Calcium sulfite, or calcium sulphite, is a chemical compound, the calcium salt of sulfite with the formula CaSO_{3}·x(H_{2}O). Two crystalline forms are known, the hemihydrate and the tetrahydrate, respectively CaSO_{3}·½(H_{2}O) and CaSO_{3}·4(H_{2}O). All forms are white solids. It is most notable as the product of flue-gas desulfurization.

== Production ==

It is produced on a large scale by flue gas desulfurization (FGD). When coal or other fossil fuel is burned, the byproduct is known as flue gas. Flue gas often contains SO_{2}, whose emission is often regulated to prevent acid rain. Sulfur dioxide is scrubbed before the remaining gases are emitted through the chimney stack. An economical way of scrubbing SO_{2} from flue gases is by treating the effluent with Ca(OH)_{2} hydrated lime or CaCO_{3} limestone.

Scrubbing with limestone follows the following idealized reaction:
 SO2 + CaCO3 → CaSO3 + CO2
Scrubbing with hydrated lime follows the following idealized reaction:

 SO2 + Ca(OH)2 → CaSO3 + H2O

The resulting calcium sulfite oxidizes in air to give gypsum:
 2 CaSO3 + O2 → 2 CaSO4
The gypsum, if sufficiently pure, is marketable as a building material.

== Uses ==
=== Water treatment ===
Used in some shower filters to remove chlorine due to its reducing properties and slow dissolution in water.

=== Drywall ===
Calcium sulfite is generated as the intermediate in the production of gypsum, which is the main component of drywall.
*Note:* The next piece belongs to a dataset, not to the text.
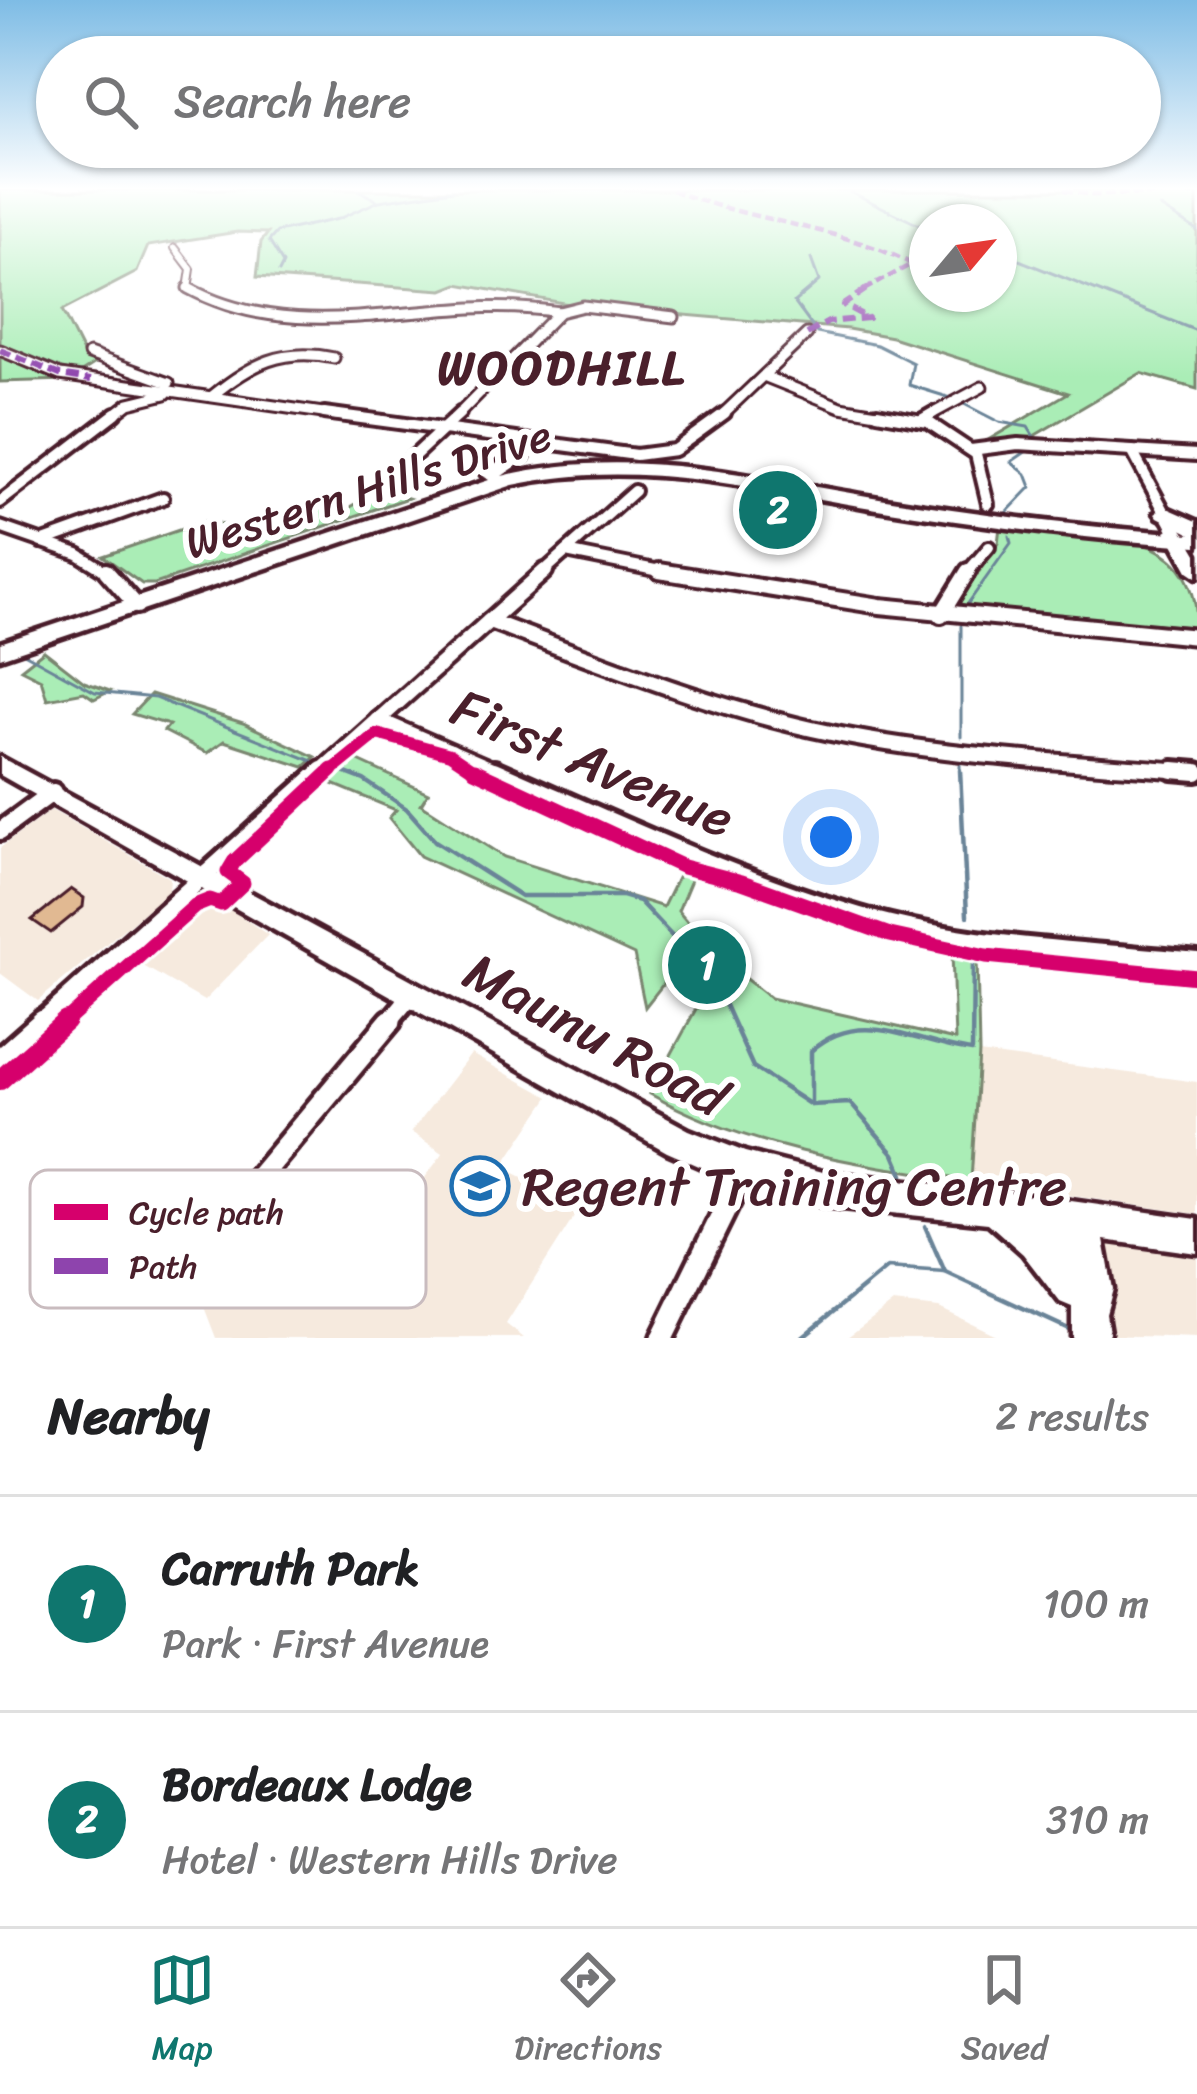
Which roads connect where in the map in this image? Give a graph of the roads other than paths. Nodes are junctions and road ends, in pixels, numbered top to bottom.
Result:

A typical US home contains 7 metric tons of such drywall gypsum board.

=== Food additive ===
As a food additive it is used as a preservative under the E number E226. Along with other antioxidant sulfites, it is commonly used in preserving wine, cider, fruit juice, canned fruit and vegetables. Sulfites are strong reducers in solution, they act as oxygen scavenger antioxidants to preserve food, but labeling is required as some individuals might be hypersensitive.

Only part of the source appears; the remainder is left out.